* Exercise requirements
Your answer must be every line of the data that contains "槍ヶ岳線".

* Record excerpts
===

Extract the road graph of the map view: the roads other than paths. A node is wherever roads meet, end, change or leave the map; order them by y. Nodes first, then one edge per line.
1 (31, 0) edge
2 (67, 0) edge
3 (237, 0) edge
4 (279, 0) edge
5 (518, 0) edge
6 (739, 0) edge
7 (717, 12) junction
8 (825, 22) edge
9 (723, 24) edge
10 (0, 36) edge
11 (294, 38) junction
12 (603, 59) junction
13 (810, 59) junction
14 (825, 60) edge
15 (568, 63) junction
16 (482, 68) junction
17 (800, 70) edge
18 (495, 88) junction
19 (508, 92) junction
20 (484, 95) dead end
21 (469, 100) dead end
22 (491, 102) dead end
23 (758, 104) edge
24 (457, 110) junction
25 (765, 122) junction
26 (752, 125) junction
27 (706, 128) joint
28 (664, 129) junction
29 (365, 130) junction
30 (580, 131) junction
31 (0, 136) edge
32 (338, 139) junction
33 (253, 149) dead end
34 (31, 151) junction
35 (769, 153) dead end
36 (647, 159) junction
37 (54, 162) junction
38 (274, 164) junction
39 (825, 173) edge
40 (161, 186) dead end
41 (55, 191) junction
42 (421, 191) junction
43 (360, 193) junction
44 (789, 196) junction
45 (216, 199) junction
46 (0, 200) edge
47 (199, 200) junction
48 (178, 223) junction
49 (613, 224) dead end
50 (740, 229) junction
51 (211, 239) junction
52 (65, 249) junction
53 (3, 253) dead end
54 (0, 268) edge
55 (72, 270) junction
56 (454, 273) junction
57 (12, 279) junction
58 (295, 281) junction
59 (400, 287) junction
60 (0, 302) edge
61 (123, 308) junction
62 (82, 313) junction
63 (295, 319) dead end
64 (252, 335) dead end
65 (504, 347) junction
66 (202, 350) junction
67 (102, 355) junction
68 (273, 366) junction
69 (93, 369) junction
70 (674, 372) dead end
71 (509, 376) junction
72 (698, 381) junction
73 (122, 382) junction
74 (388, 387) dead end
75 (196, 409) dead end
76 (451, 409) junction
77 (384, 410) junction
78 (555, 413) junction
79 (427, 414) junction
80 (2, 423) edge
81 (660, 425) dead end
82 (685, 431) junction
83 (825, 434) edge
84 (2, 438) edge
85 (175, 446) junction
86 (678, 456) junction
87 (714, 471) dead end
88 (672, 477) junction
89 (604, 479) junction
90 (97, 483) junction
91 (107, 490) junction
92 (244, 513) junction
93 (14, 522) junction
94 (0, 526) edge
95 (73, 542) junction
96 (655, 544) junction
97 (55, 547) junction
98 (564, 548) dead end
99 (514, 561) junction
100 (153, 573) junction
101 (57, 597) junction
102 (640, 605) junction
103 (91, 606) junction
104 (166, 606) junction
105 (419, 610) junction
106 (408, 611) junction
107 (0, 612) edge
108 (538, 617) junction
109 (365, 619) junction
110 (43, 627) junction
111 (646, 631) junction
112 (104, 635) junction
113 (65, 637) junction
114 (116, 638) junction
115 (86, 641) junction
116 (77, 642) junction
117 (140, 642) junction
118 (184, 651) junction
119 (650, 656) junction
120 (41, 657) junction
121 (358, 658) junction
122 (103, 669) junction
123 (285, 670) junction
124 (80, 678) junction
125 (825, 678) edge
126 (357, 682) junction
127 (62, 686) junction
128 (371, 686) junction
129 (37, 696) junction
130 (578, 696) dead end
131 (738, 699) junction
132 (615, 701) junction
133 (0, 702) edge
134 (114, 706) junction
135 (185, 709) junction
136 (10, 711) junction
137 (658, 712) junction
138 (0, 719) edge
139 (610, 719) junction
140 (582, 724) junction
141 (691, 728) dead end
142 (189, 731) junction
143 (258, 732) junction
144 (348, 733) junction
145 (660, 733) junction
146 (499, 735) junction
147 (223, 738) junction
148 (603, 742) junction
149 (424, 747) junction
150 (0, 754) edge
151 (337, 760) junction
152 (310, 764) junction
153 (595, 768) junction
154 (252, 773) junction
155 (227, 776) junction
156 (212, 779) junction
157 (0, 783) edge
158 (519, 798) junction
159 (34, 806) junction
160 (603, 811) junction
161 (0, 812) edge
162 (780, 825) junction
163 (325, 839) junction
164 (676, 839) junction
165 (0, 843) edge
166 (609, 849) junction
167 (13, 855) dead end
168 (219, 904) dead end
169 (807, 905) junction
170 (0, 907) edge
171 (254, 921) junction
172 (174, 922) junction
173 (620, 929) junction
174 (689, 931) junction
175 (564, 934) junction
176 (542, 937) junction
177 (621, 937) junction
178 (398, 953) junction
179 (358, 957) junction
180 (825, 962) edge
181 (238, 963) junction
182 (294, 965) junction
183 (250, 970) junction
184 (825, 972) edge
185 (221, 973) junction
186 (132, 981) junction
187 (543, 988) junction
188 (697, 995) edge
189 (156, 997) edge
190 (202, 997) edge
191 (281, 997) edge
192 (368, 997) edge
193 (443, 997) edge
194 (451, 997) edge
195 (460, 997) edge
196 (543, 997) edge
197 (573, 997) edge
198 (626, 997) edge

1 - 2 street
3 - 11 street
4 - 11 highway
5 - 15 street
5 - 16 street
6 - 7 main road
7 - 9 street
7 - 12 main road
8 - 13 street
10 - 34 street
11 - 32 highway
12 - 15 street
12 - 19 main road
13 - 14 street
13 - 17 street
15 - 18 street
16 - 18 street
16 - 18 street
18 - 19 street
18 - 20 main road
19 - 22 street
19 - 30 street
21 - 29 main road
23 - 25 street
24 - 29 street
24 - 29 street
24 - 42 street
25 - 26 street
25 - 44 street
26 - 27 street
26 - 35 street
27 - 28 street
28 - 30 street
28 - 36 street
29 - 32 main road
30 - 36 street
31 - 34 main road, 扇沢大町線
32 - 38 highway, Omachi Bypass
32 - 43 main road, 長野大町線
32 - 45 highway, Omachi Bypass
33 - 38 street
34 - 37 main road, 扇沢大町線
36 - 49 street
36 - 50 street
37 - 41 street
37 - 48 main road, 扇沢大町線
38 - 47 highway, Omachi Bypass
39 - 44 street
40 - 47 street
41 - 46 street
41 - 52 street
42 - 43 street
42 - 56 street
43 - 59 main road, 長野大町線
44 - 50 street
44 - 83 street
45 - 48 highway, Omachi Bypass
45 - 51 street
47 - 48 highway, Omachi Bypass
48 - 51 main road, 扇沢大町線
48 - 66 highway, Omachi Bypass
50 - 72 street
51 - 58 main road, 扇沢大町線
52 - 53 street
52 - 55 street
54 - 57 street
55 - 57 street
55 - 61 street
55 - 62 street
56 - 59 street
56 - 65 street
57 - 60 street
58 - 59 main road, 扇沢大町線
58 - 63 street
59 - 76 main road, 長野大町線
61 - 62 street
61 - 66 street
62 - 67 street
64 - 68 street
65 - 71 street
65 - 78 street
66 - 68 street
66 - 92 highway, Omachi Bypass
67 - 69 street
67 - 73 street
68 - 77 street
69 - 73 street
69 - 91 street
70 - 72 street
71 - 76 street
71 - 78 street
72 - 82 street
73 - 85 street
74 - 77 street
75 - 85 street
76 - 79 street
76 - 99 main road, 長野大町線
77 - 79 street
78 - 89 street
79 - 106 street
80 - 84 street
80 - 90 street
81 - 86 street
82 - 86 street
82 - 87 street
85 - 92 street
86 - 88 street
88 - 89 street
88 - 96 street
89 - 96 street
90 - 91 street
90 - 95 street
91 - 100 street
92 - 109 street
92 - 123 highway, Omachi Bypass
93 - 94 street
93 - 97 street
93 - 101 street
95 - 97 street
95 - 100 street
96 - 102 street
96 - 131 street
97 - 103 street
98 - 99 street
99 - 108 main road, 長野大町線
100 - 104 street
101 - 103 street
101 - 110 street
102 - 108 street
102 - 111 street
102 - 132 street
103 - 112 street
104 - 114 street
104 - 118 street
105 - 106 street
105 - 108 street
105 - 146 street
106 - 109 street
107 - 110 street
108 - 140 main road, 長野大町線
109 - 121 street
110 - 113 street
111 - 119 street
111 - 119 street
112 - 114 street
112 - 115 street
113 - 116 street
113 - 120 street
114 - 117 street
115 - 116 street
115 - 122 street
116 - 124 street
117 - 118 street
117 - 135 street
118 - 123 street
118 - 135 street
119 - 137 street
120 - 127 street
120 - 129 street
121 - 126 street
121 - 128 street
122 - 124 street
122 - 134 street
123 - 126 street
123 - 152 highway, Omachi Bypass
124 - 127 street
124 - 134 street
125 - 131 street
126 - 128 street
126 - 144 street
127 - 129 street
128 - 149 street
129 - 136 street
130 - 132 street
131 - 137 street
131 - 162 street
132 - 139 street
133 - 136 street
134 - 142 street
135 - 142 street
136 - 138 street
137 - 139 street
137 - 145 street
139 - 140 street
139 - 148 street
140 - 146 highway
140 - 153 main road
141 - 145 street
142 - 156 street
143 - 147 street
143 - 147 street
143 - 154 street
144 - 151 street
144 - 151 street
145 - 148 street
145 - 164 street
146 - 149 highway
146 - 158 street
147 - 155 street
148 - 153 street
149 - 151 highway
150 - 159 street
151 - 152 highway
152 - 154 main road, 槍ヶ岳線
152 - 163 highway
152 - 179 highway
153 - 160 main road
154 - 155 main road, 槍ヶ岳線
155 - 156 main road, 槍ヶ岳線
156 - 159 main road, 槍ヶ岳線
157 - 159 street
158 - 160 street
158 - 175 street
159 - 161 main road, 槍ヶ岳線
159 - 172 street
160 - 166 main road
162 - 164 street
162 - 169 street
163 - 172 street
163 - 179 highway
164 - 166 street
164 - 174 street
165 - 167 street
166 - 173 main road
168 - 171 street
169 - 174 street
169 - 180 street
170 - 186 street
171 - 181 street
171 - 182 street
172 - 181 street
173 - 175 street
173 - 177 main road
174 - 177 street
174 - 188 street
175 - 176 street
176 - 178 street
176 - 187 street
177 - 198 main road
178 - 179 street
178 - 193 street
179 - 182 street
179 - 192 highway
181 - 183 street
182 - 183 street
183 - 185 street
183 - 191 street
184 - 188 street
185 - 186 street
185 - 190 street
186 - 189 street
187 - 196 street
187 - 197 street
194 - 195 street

===

* Solved problem
152 - 154 main road, 槍ヶ岳線
154 - 155 main road, 槍ヶ岳線
155 - 156 main road, 槍ヶ岳線
156 - 159 main road, 槍ヶ岳線
159 - 161 main road, 槍ヶ岳線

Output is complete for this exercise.